The Resolver (Azure Private DNS Resolver) consists of three different components which include inbound endpoints, outbound endpoints, and forwarding rule sets. Inbound endpoints provide a routable IP address that services running on-premises, in another cloud, or even in Azure can communicate with to resolve DNS namespaces hosted in Azure Private DNS Zones. Outbound endpoints provide a network egress point for DNS traffic to external DNS services running on-premises or within Azure. Forwarding rulesets are groups of DNS forwarding rules (conditional forwarders) that give direction to DNS traffic leaving a virtual network through the 168.63.129.16 virtual IP.

Let’s take a look at a few different scenarios and how this all works together.

Scenario 1 – On-premises machine needs to resolve an Azure Virtual Machine IP address where the DNS namespace is hosted in an Azure Private DNS Zone.

In this scenario an Azure Private DNS Resolver instance has been deployed a shared services virtual network. An Azure Private DNS Zone named mydomain.com has been linked to the virtual network. Connectivity to on-premises has been implemented using either an ExpressRoute or VPN connection. The on-premises DNS service has been configured with a conditional forwarder for mydomain.com with queries being sent to the inbound endpoint IP address at 10.1.0.4.

Let’s look at the steps that are taken for an on-premises machine to resolve the IP address of vm1.mydomain.com.

  1. The on-premises machine creates a DNS query for vm1.mydomain.com after validating it does not have a cached entry. The machine has been configured to use the on-premises DNS server at 192.168.0.10 as its DNS server. The DNS query is passed to the on-premises DNS server.
  2. The on-premises DNS server receives the query, validates it does not have a cached entry and that it is not authoritative for the mydomain.com namespace. It determines it has a conditional forwarder for mydomain.com pointing to 10.1.0.4 which is the IP address of the inbound endpoint for the Azure Private DNS Resolver running in Azure. The query is recursively passed on to the inbound endpoint over the ExpressRoute or Site-to-Site VPN connection.
  3. The inbound endpoint receives the query and recursively passes it into the virtual network through the outbound endpoint which passes it on to the Azure-provided DNS service through the 168.63.129.16 virtual IP.
  4. The Azure-provided DNS service determines it has an Azure Private DNS Zone linked to the shared services virtual network for mydomain.com and resolves the hostname to its IP address of 10.0.0.4.

Scenario 2 – Azure virtual machine needs to resolve an on-premises service IP address where the DNS namespace is hosted on an on-premises DNS server

There are two approaches to using the Resolver as a DNS resolution service for Azure services. There is a centralized architecture and distributed architecture. My peer Adam Stuart has done a wonderful analysis of the benefits and considerations of these two patterns. You will almost always use the centralized architecture. The exceptions will be for workloads that have a high number of DNS queries such as VDI. Both the inbound and outbound endpoints endpoints have a limit to the queries per second (QPS) so by using a decentralized architecture for resolution of on-premises namespaces you can mitigate the risk of hitting the QPS on the inbound endpoint. I suggest reading Adam’s post, it has some great details.

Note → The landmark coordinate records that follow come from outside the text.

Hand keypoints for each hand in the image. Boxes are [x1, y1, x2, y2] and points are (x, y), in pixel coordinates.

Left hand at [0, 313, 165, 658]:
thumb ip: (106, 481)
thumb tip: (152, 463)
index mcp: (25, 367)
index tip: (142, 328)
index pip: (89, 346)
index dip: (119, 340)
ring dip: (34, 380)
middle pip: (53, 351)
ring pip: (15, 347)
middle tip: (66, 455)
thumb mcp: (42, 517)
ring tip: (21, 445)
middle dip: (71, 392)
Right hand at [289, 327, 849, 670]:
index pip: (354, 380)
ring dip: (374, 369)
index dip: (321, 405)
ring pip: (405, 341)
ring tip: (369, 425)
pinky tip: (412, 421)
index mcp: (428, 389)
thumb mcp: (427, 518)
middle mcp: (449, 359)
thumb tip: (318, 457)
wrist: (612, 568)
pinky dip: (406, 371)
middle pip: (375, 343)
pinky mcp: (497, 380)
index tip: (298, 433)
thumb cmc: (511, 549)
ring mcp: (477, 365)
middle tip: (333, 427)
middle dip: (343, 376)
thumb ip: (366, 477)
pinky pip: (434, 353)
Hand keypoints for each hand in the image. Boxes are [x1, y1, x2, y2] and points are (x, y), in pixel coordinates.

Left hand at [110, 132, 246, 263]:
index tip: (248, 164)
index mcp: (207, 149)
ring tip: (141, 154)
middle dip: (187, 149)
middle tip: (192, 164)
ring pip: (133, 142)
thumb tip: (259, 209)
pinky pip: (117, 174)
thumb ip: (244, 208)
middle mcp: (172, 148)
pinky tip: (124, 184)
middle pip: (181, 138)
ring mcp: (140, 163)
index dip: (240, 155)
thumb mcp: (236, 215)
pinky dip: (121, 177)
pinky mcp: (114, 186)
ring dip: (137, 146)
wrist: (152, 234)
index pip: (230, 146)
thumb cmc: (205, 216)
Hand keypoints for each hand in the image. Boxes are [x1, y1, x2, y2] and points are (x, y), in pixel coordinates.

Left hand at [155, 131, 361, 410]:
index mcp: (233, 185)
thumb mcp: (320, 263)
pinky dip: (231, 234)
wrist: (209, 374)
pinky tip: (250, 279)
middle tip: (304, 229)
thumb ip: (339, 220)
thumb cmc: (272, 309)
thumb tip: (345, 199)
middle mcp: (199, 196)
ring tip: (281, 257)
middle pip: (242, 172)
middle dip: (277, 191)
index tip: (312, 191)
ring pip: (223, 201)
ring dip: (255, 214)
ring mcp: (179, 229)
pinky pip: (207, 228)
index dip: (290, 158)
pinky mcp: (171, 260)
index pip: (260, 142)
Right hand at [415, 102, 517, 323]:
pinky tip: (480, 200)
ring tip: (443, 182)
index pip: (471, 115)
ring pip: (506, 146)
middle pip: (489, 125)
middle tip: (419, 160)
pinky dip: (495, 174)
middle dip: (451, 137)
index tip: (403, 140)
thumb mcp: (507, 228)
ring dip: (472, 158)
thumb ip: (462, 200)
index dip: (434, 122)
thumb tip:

Scenario 2a – Centralized architecture for connected virtual networks

Let me first cover the centralized architecture because it’s the more common architecture and will work for most use cases.

Centralized architecture for resolution of on-premises DNS namespaces

In the centralized architecture all virtual networks in the environment have network connectivity to a shared services virtual network through direct or indirect (such as Azure Virtual WAN or a traditional hub and spoke) virtual network peering. The Resolver and its endpoints are deployed to the shared services virtual network, a DNS Forwarding Rule Set is linked to the shared services virtual network, and it has connectivity back on-premises through an ExpressRoute or VPN connection. This architecture centralizes all DNS queries across your Azure environment pushing them through the inbound endpoint (beware of those QPS limits!).

In the example scenario above, a rule has been configured in the DNS Forwarding Rule Set to forward traffic destined for the onpremises.com domain to the on-premises DNS service at 192.168.1.10. The on-premises DNS service is authoritative for the onpremises.com domain.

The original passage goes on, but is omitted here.